California

Evacuees Return Home as Firefighters Make Progress Against California Wildfires

Thousands of people were driven from homes due to brush fires early this month in Butte and Santa Barbara counties

Nearly all evacuation orders have been called off for three major fires across California as dozens of wildfires throughout the West were coming under control.

A fire near the Northern California town of Oroville, which drove 4,000 people from their homes was 70 percent contained late Wednesday, allowing all residents there to return. Many of the same people had also been forced to flee this spring from the possibility of major flooding from a damaged dam spillway.

The blaze, which broke out Friday, has destroyed 41 homes and damaged three. It left behind burned out vintage cars, furniture, kitchen appliances and other items in the Sierra Nevada Mountains foothill community north of Sacramento.

To the south in Santa Barbara County, nearly all of the 3,500 people driven from homes by two large wildfires were able to return. A 45-square-mile  fire was 70 percent contained, allowing for all evacuations to be canceled. A few dozen homes remained under evacuation orders for the second fire in the area, burning near Lake Cachuma.

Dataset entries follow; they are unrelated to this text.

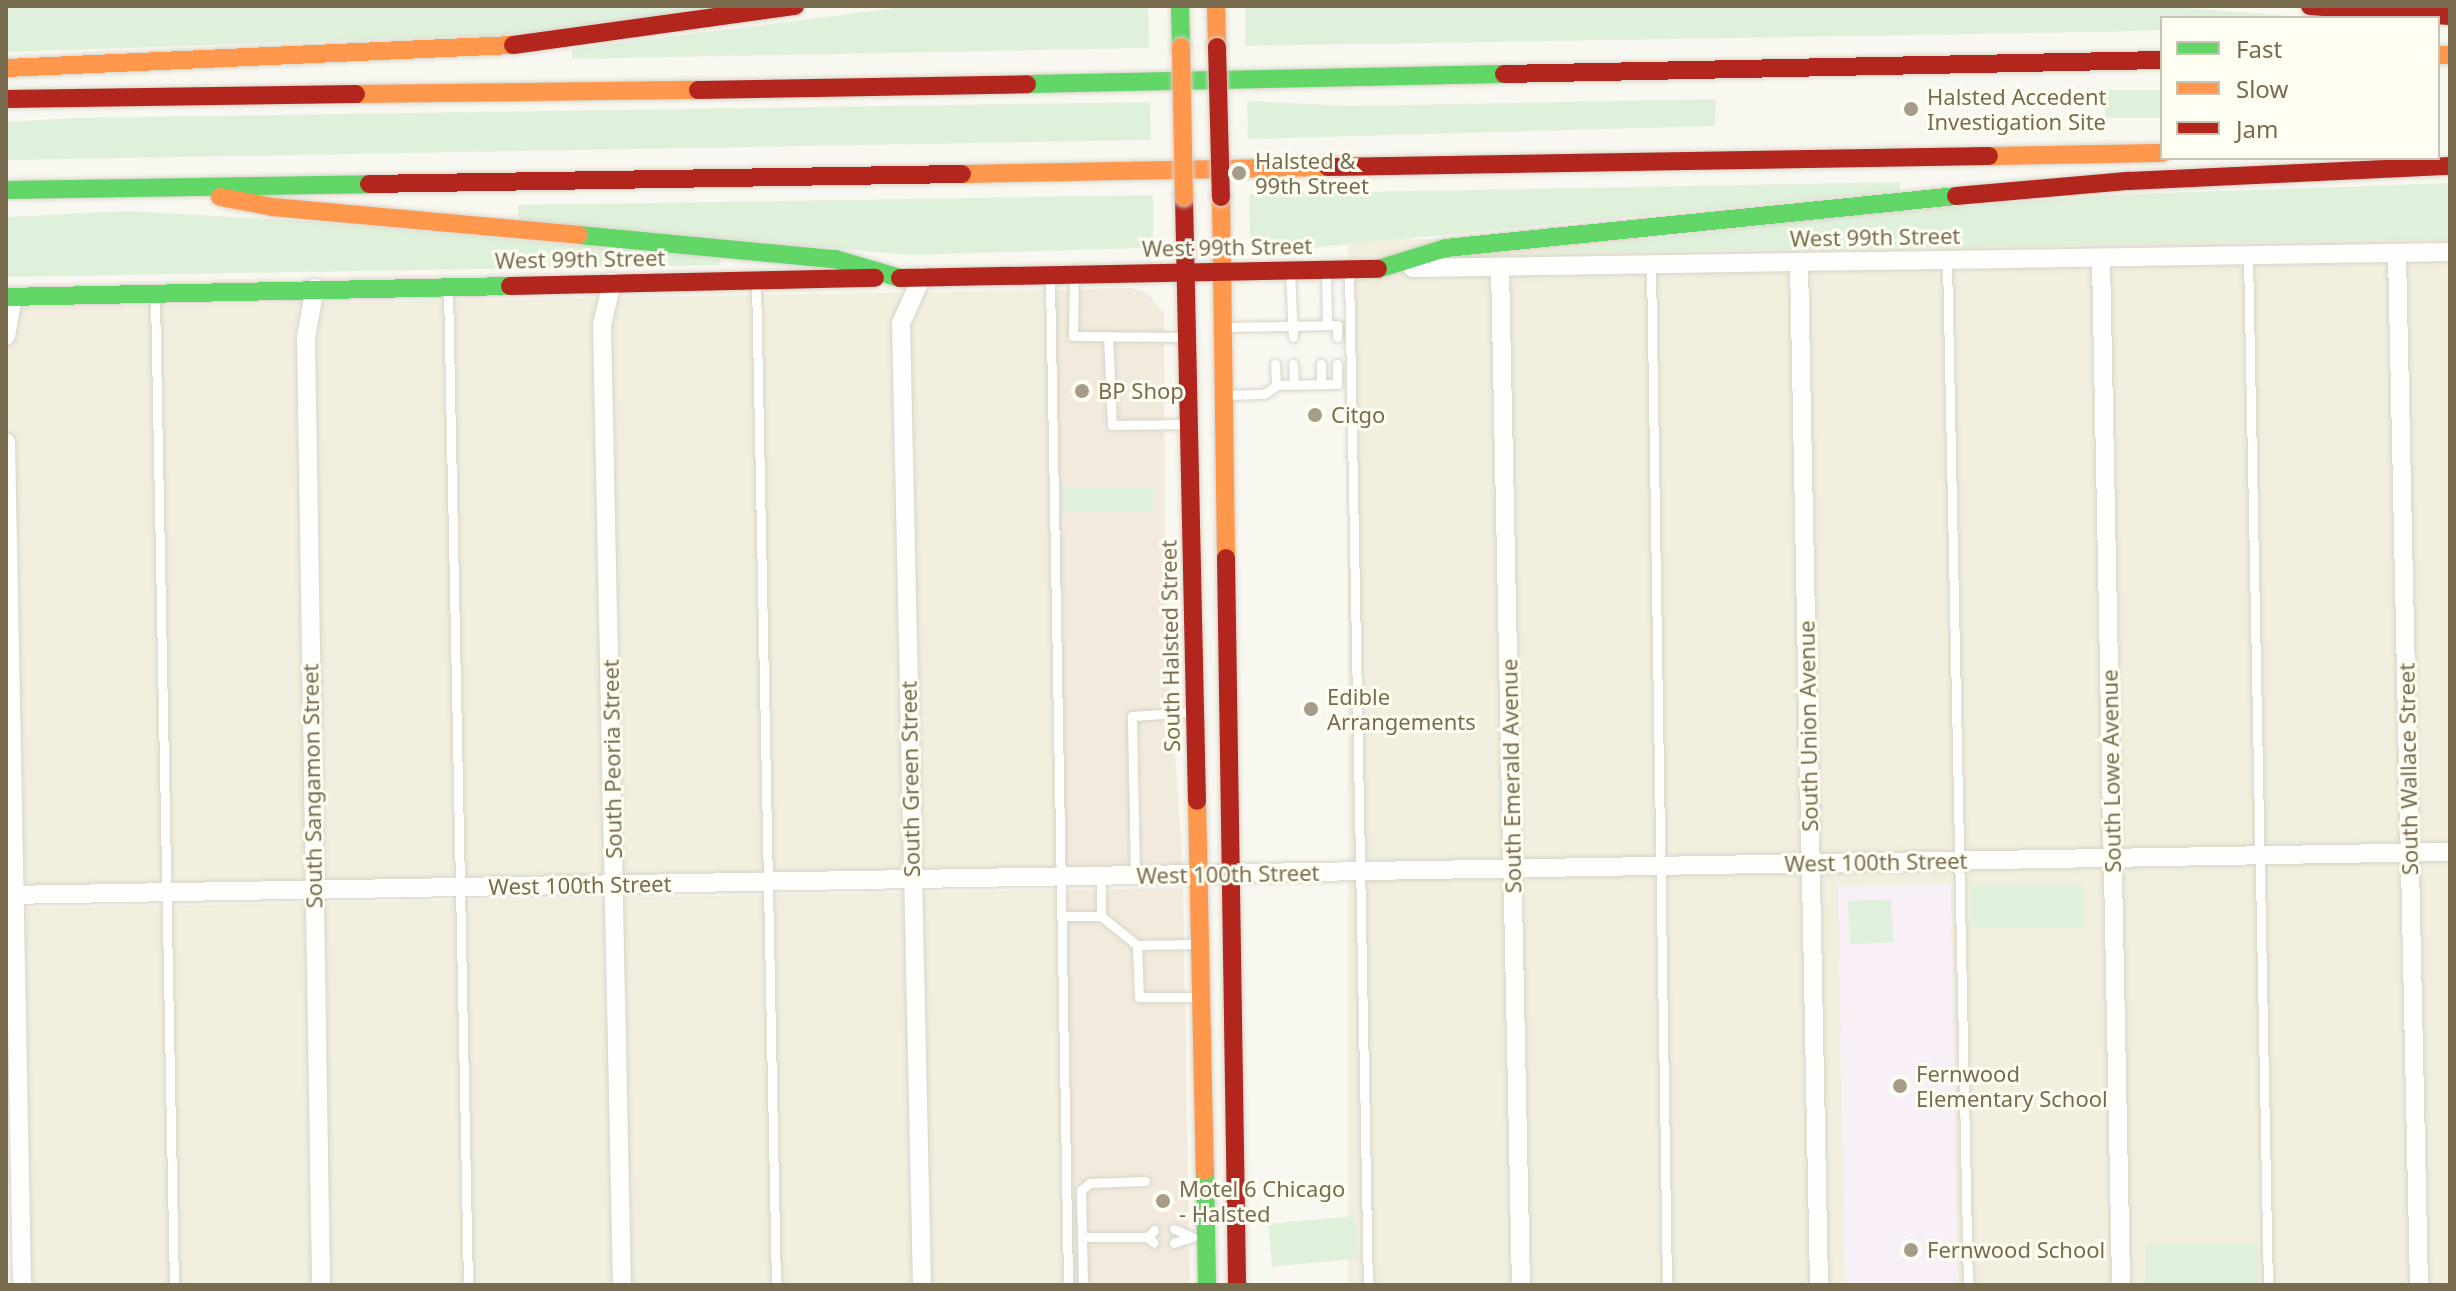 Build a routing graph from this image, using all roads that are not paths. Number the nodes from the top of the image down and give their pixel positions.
1 (795, 6) edge
2 (1180, 6) edge
3 (1216, 6) edge
4 (2310, 6) edge
5 (2450, 16) edge
6 (2160, 60) edge
7 (6, 68) edge
8 (6, 99) edge
9 (2160, 153) edge
10 (2450, 166) edge
11 (158, 185) junction
12 (6, 190) edge
13 (2450, 252) edge
14 (2397, 253) junction
15 (2248, 255) junction
16 (2101, 258) junction
17 (1947, 260) junction
18 (1799, 262) junction
19 (1651, 265) junction
20 (1500, 267) junction
21 (1349, 269) junction
22 (1378, 269) junction
23 (1290, 270) junction
24 (1326, 270) junction
25 (1222, 271) junction
26 (1185, 272) junction
27 (1050, 275) junction
28 (1074, 275) junction
29 (922, 277) junction
30 (900, 278) junction
31 (756, 279) junction
32 (612, 282) junction
33 (448, 285) junction
34 (315, 288) junction
35 (155, 291) junction
36 (10, 297) edge
37 (1323, 325) junction
38 (1293, 326) junction
39 (1223, 328) junction
40 (6, 336) edge
41 (1108, 336) junction
42 (1186, 337) junction
43 (1293, 337) dead end
44 (1320, 337) dead end
45 (1337, 337) dead end
46 (1275, 364) dead end
47 (1293, 364) dead end
48 (1321, 364) dead end
49 (1337, 364) dead end
50 (1294, 384) junction
51 (1321, 384) junction
52 (1276, 385) junction
53 (1224, 395) junction
54 (1188, 424) junction
55 (6, 442) edge
56 (1196, 712) junction
57 (2450, 852) edge
58 (2410, 853) junction
59 (2260, 855) junction
60 (2113, 858) junction
61 (1960, 861) junction
62 (1811, 863) junction
63 (1659, 866) junction
64 (1513, 869) junction
65 (1357, 872) junction
66 (1199, 874) junction
67 (1229, 874) junction
68 (1135, 875) junction
69 (1101, 876) junction
70 (1061, 877) junction
71 (913, 879) junction
72 (769, 882) junction
73 (615, 884) junction
74 (461, 887) junction
75 (313, 889) junction
76 (166, 892) junction
77 (10, 895) edge
78 (1062, 916) junction
79 (1101, 916) junction
80 (1201, 944) junction
81 (1137, 945) junction
82 (1202, 997) junction
83 (1145, 1181) dead end
84 (1174, 1229) dead end
85 (1152, 1236) dead end
86 (1082, 1237) junction
87 (1199, 1237) junction
88 (1174, 1243) dead end
89 (22, 1285) edge
90 (174, 1285) edge
91 (321, 1285) edge
92 (468, 1285) edge
93 (622, 1285) edge
94 (776, 1285) edge
95 (922, 1285) edge
96 (1068, 1285) edge
97 (1083, 1285) edge
98 (1207, 1285) edge
99 (1237, 1285) edge
100 (1368, 1285) edge
101 (1521, 1285) edge
102 (1667, 1285) edge
103 (1819, 1285) edge
104 (1968, 1285) edge
105 (2121, 1285) edge
106 (2268, 1285) edge
107 (2419, 1285) edge

1 - 7 main road
2 - 26 main road, South Halsted Street, bridge
3 - 25 main road, bridge
4 - 5 main road
6 - 8 main road
9 - 11 main road
10 - 22 main road
11 - 12 main road
11 - 30 main road
13 - 14 street, West 99th Street
14 - 15 street, West 99th Street
14 - 58 street, South Wallace Street
15 - 16 street, West 99th Street
15 - 59 lane
16 - 17 street, West 99th Street
16 - 60 street, South Lowe Avenue
17 - 18 street, West 99th Street
17 - 61 lane
18 - 19 street, West 99th Street
18 - 62 street, South Union Avenue
19 - 20 street, West 99th Street
19 - 63 lane
20 - 22 street, West 99th Street
20 - 64 street, South Emerald Avenue
21 - 22 main road, West 99th Street
21 - 24 main road, West 99th Street
21 - 65 lane
23 - 24 main road, West 99th Street
23 - 25 main road, West 99th Street
23 - 38 lane
24 - 37 lane
25 - 26 main road, West 99th Street
25 - 39 main road
26 - 28 main road, West 99th Street
26 - 42 main road, South Halsted Street
27 - 28 main road, West 99th Street
27 - 29 main road, West 99th Street
27 - 70 lane
28 - 41 lane
29 - 30 main road, West 99th Street
29 - 71 street, South Green Street
30 - 31 main road, West 99th Street
31 - 32 main road, West 99th Street
31 - 72 lane
32 - 33 main road, West 99th Street
32 - 73 street, South Peoria Street
33 - 34 main road, West 99th Street
33 - 74 lane
34 - 35 main road, West 99th Street
34 - 75 street, South Sangamon Street
35 - 36 main road, West 99th Street
35 - 76 lane
36 - 40 street
37 - 38 lane
37 - 44 lane
37 - 45 lane
38 - 39 lane
38 - 43 lane
39 - 53 main road
41 - 42 lane
41 - 54 lane
42 - 54 main road, South Halsted Street
46 - 52 lane
47 - 50 lane
48 - 51 lane
49 - 51 lane
50 - 51 lane
50 - 52 lane
52 - 53 lane
53 - 67 main road
54 - 56 main road, South Halsted Street
55 - 77 street
56 - 66 main road, South Halsted Street
56 - 68 lane
57 - 58 street, West 100th Street
58 - 59 street, West 100th Street
58 - 107 street, South Wallace Street
59 - 60 street, West 100th Street
59 - 106 lane
60 - 61 street, West 100th Street
60 - 105 street, South Lowe Avenue
61 - 62 street, West 100th Street
61 - 104 lane
62 - 63 street, West 100th Street
62 - 103 street, South Union Avenue
63 - 64 street, West 100th Street
63 - 102 lane
64 - 65 street, West 100th Street
64 - 101 street, South Emerald Avenue
65 - 67 street, West 100th Street
65 - 100 lane
66 - 67 street, West 100th Street
66 - 68 street, West 100th Street
66 - 80 main road, South Halsted Street
67 - 99 main road
68 - 69 street, West 100th Street
69 - 70 street, West 100th Street
69 - 79 lane
70 - 71 street, West 100th Street
70 - 78 lane
71 - 72 street, West 100th Street
71 - 95 street, South Green Street
72 - 73 street, West 100th Street
72 - 94 lane
73 - 74 street, West 100th Street
73 - 93 street, South Peoria Street
74 - 75 street, West 100th Street
74 - 92 lane
75 - 76 street, West 100th Street
75 - 91 street, South Sangamon Street
76 - 77 street, West 100th Street
76 - 90 lane
77 - 89 street
78 - 79 lane
78 - 96 lane
79 - 81 lane
80 - 81 lane
80 - 82 main road, South Halsted Street
81 - 82 lane
82 - 87 main road, South Halsted Street
83 - 86 lane
84 - 87 lane
85 - 86 lane
86 - 97 lane
87 - 88 lane
87 - 98 main road, South Halsted Street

The fires burned during a stretch of hot and dry weather in California, where some locations will see extreme heat again this weekend.

Crews were making similar progress against dozens of wildfires across the western U.S.

In Nevada, more than 1,500 firefighters continued to battle a half-dozen large wildfires, including several fueled by grass growth from an unusually wet winter.

One blaze forced the evacuation of a gold mine north of Interstate 80 in the north-central part of the state, and another was threatening sage grouse and wild horse habitat near U.S. Highway 50 about 100 miles (161 kilometers) east of Reno.

Dozens of wildfires were burning across Arizona, but the arrival of monsoon rains has significantly reduced the threat they posed and most were coming under control. 

CAL FIRE reported more than 2,900 fires in California from Jan. 1 to July 9. Those fires scorched more than 68,000 acres. During that same period last year, Cal Fire reported 2,270 fires that burned 30,500 acres.

A report released June 1 provided a wildfire outlook for the hot, dry summer months in California. The National Interagency Fire Center report wildfire risk will be high in inland Southern California in July and in parts of Northern California during August and September. The state is coming off one of its wettest winters in years, which left hillsides covered in grass and other vegetation. 

That grass will dry out this summer and turn into tinder, providing fuel for rapidly spreading fires often pushed by strong winds. The report noted what could be a delayed start to the wildfire season in some locations. 

An increase in the number of dead and dying trees also can exacerbate the wildfire threat, Cal Fire officials said. An estimated 102 million trees have died in California due to the state's five-year dry spell and bark beetle infestation.

The agency has been urging residents to take prevention steps such as maintaining 100 feet of defensible space around homes and other structures. Defensible space provides a natural buffer between buildings and grass, trees, bushes, shrubs and other vegetation that can burn.